**** Supplied material

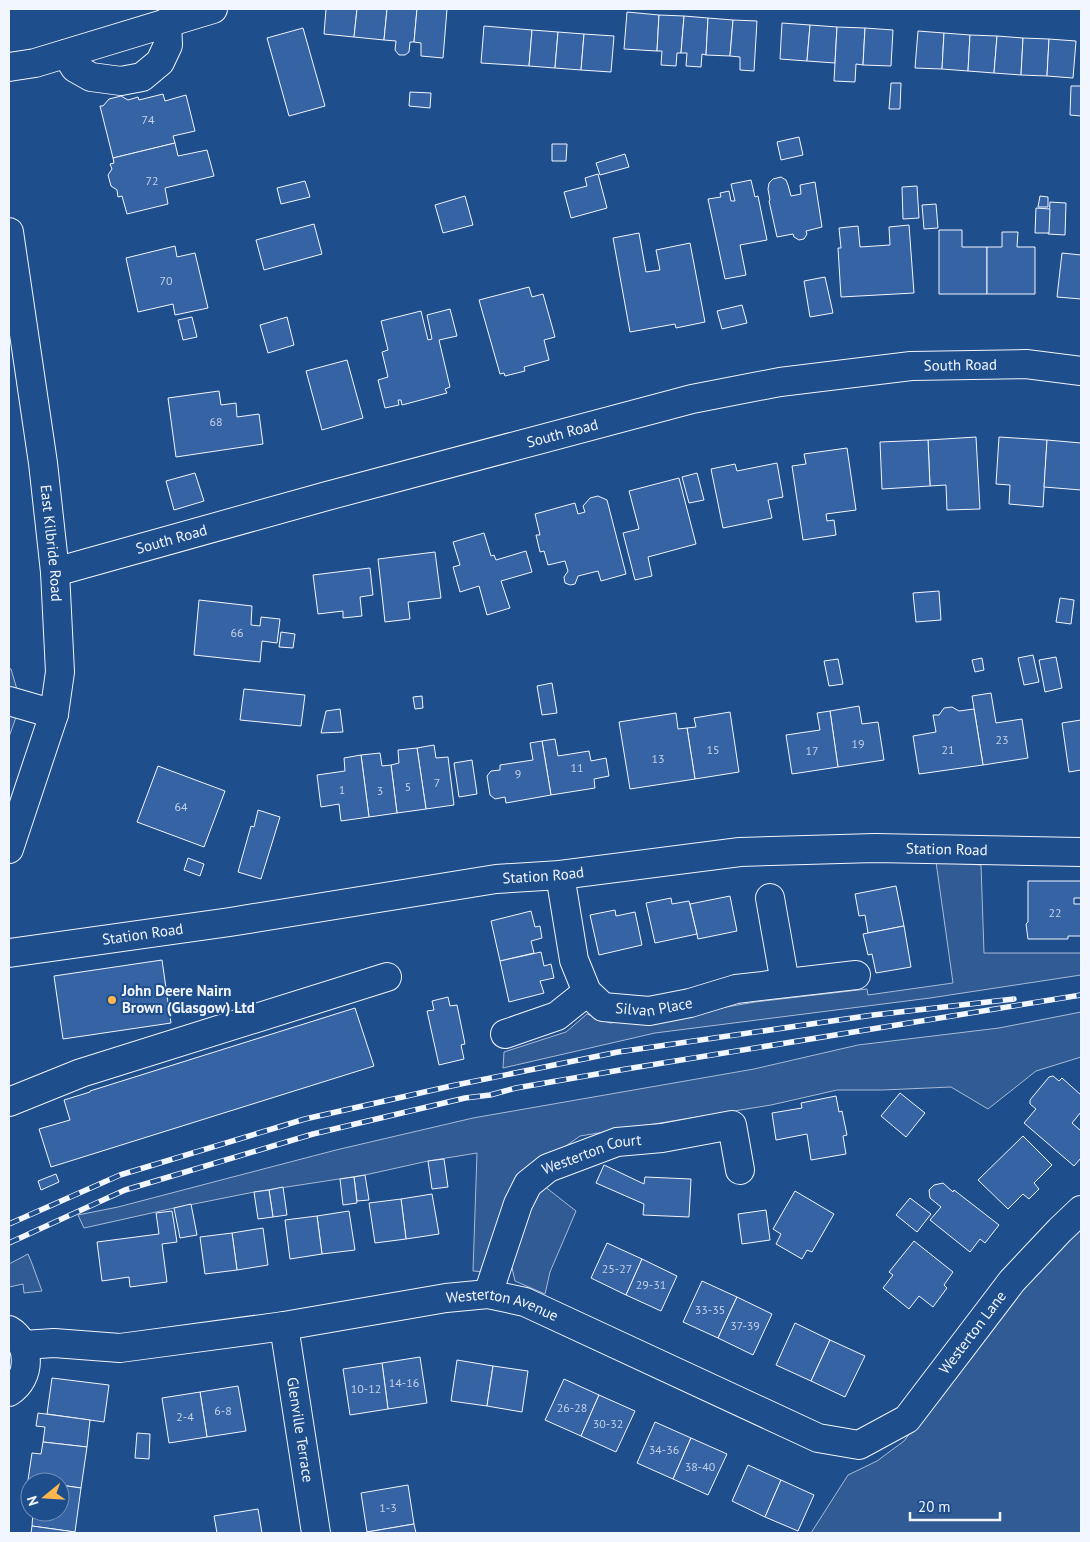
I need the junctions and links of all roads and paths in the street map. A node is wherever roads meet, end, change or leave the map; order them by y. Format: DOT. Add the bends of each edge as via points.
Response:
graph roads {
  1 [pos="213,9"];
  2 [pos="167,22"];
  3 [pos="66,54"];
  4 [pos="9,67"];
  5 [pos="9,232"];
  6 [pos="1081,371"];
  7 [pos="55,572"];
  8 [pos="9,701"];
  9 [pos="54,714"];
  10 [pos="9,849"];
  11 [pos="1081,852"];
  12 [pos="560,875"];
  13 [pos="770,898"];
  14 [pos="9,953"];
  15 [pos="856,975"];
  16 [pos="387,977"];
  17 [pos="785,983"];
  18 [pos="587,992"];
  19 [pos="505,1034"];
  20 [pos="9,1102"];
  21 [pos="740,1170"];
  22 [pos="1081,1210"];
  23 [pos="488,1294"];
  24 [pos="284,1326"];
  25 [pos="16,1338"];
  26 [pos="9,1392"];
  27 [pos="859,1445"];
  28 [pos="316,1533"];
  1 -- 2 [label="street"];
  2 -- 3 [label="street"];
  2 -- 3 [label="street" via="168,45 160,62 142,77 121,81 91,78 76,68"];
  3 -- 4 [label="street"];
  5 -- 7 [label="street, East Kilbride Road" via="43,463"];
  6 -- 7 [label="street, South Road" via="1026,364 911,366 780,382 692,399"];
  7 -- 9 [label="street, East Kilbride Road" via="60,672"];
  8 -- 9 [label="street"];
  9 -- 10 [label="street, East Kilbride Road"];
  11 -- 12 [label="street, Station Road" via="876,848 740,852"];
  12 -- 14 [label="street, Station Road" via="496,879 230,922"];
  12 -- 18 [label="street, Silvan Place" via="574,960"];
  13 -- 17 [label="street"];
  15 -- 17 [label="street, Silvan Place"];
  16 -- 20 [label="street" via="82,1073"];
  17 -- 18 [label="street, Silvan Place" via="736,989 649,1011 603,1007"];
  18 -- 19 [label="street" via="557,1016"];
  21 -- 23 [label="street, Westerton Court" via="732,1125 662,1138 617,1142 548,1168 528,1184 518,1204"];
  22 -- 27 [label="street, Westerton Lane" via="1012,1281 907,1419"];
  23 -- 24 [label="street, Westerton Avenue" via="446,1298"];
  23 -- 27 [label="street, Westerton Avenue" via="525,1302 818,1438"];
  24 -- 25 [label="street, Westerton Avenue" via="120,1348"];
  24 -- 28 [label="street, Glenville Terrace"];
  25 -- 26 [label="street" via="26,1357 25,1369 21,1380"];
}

********

> _Goal of the exercise_
Your reply must be one number, namely the count of lines above that hold the string "Station".

> _Answer_
2